We are a certain distance apart. Came across this on a piece of paper on a wall in Vancouver. What does this mean? I can't say I know. It's interesting. If you take the word certain out, it makes the interpretation a lot easier, but the addition of certain just totally complicates the situation. I'll let you know when I come up with something.

Wednesday, February 08, 2006

Sunny Hammock Days and Thai Pants


Today was productive.
I had a meeting with the student who researches overseas internships, and the such. Turns out there is a lot of info on these type of things, however most require you to have a graduate degree of some sort and I am just a lowly undergraduate. Guess a CIDA internship is not in the cards for me, maybe one day. But, there is this Mexican couple that is looking for someone to come help with educating orphans. Could be a good time. Set on a beautiful island, but its touristy. There's always a downfall to everything I suppose.

In other news, I strung up my hammock today. That was a bit of a task by myself. Trying to tie knots around trees that will support my weight and not fall down, while balancing my hammock in such a sense that it will not fall and get wet. It must have been quite comical to see. Given that today was beautiful made all my comical-ness worthwhile, and I know there must of been some jealousy of me, my hammock, Thai pants and the bunnies.

I miss cooking. Its odd that I miss that, because I used to never be able to think of what to make, but I miss basil, peppers, egg fajitas, and tuna melts. Maybe because cafeteria food is so uninspiring? I dont know. Time to go be uninspired by dinner. Well, at least I have wine.

Tuesday, February 07, 2006

Justice and Zissou


Why does my room stink?
I mean, I walk in here, expecting a nice, calming, productive scene and I get stink. But, really its okay because I get used to incredibly quickly and don’t actually do anything about it. I suppose that’s like life in a sense. I make all these commitments and goals to myself, while of course, I am away and displaced from reality (or experiencing actual reality? I don’t know) and then I get back here and I just end up getting caught up in it all again and I don’t actually make any progress. Its like playing checkers. You know, you move forward a bit and then you move sideways to sidestep the inevitability that you are going to get jumped and taken out. Dodge, and retreat. That’s kind of how I feel about it all right now. I suppose this sick dream I have of actually making a difference and my espoused goal of traveling the world…its like my stinky room. I just get used to being back here and don’t do anything except complain about how I want to leave again.

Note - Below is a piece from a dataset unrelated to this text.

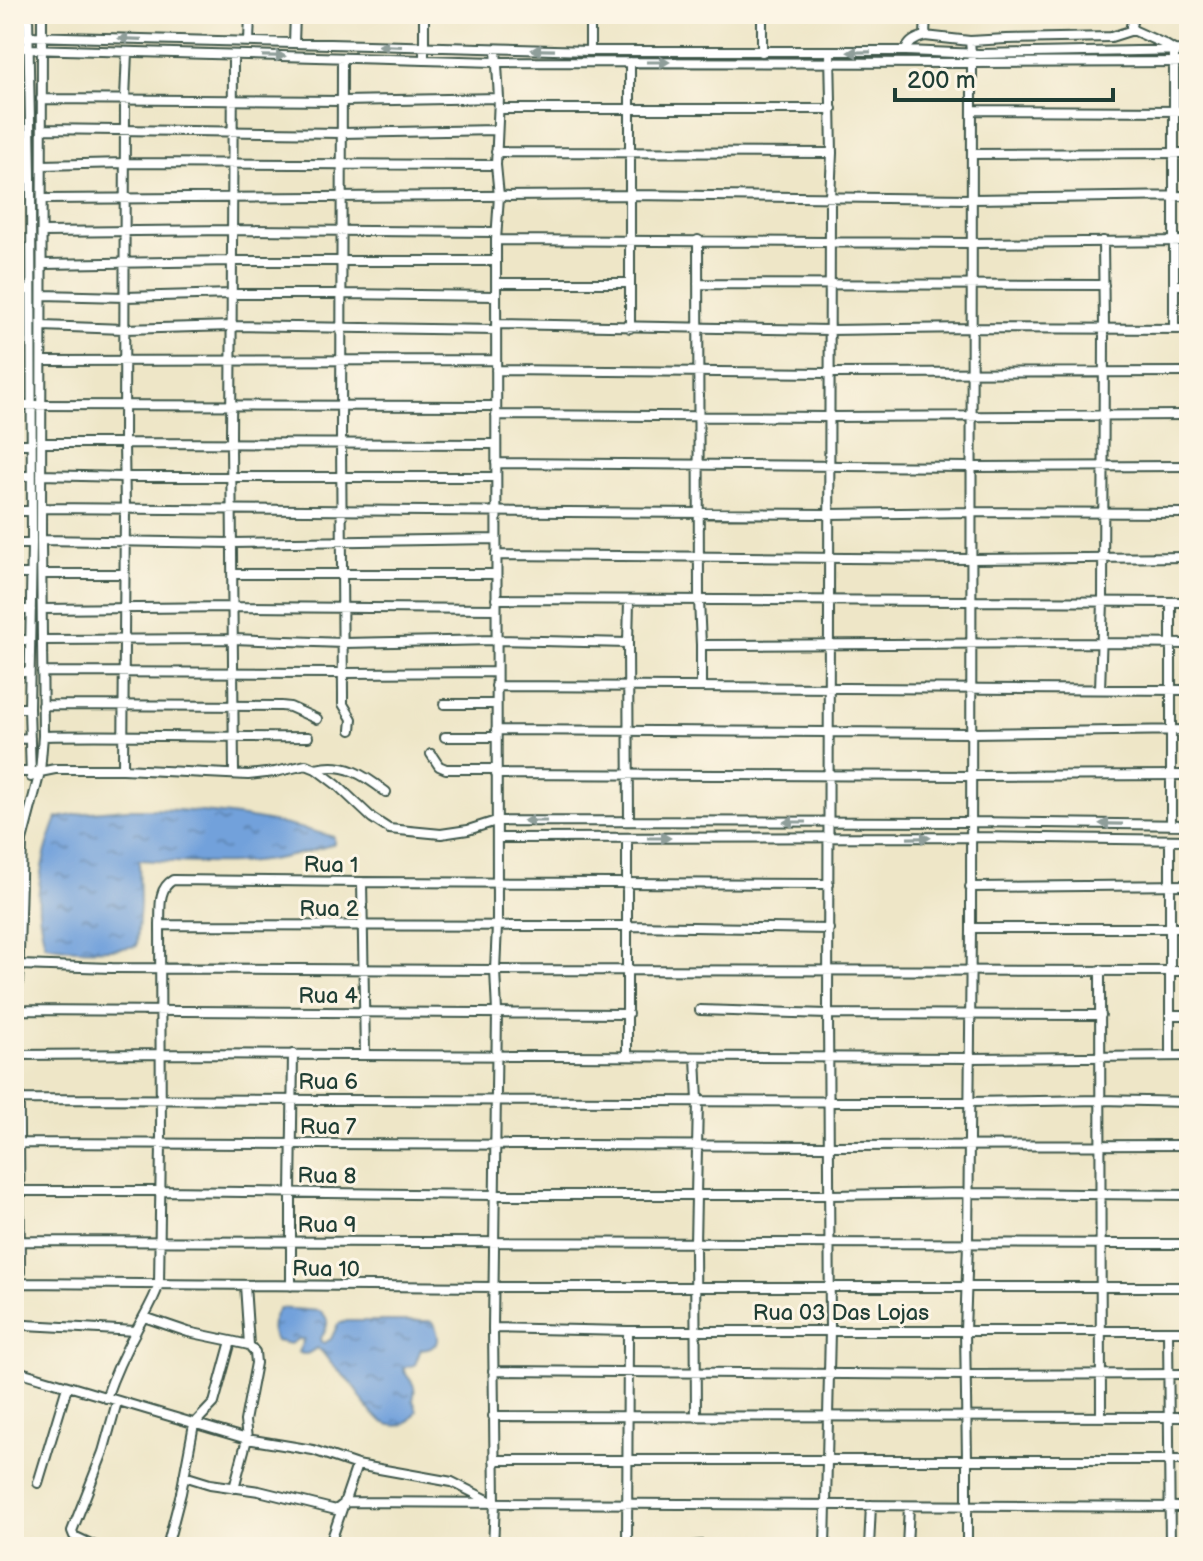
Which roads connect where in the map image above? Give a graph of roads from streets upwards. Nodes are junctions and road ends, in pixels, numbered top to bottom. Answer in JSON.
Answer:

I suppose education is a necessary step, so I am doing something. But I always here about these people that are doing all these amazing things, just got thrown into it and here I am slaving away at this education that I am coming to loathe.

And then there is Zissou. He’s kind of got it made. Got his little bowl, a hand to sprinkle some food in, no more needs than that. Just swim around a bit, look pretty and don’t die too early are his priorities.

So I have to write this essay on justice and reconciliation with an unjust society, having to do with the Socratic definition of justice...keeping to yourself...pretty hard to do in this highly social atmosphere I am living in at the moment. So basically, what I came down to was that you have to have hope. Because, thats how Socrates ends the quote and it seems to make sense to me. Thats pretty hard to do though, when you are caught up in it all, but I've got nothing else right now.